REQUIREMENT: Return all lines in the data where the string "dead" can be found.

--- INPUT DATA ---

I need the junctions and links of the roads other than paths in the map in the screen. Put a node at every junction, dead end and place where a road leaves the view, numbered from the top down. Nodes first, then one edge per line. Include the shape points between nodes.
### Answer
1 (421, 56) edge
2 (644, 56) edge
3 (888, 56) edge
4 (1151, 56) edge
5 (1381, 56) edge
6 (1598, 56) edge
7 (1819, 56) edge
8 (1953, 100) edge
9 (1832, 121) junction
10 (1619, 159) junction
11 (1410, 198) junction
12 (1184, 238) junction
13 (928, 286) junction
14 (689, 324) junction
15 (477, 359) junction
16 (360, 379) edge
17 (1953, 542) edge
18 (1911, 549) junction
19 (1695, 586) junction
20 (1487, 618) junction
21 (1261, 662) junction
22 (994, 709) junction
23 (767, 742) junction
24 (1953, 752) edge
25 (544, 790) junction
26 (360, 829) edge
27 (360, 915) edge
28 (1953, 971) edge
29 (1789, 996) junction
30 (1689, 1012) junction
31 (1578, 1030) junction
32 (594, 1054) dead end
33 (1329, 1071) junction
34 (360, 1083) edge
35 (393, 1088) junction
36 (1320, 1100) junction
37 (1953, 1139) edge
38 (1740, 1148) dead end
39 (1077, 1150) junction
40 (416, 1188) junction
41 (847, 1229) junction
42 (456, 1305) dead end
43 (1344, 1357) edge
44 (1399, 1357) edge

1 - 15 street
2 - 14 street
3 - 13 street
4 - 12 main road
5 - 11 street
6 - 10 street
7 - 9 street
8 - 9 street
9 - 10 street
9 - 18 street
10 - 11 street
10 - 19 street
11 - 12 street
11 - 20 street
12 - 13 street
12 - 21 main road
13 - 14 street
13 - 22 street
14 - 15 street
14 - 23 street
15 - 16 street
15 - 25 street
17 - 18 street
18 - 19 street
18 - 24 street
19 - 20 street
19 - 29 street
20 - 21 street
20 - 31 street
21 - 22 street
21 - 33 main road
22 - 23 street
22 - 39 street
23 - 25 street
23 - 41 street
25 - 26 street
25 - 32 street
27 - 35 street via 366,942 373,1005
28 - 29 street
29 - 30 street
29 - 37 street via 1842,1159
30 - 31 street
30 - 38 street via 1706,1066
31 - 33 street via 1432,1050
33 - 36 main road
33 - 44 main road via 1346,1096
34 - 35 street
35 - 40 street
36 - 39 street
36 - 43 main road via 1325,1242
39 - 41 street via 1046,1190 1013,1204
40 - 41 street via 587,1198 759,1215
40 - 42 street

---

OUTPUT BELOW:
I need the junctions and links of the roads other than paths in the map in the screen. Put a node at every junction, dead end and place where a road leaves the view, numbered from the top down. Nodes first, then one edge per line. Include the shape points between nodes.
32 (594, 1054) dead end
38 (1740, 1148) dead end
42 (456, 1305) dead end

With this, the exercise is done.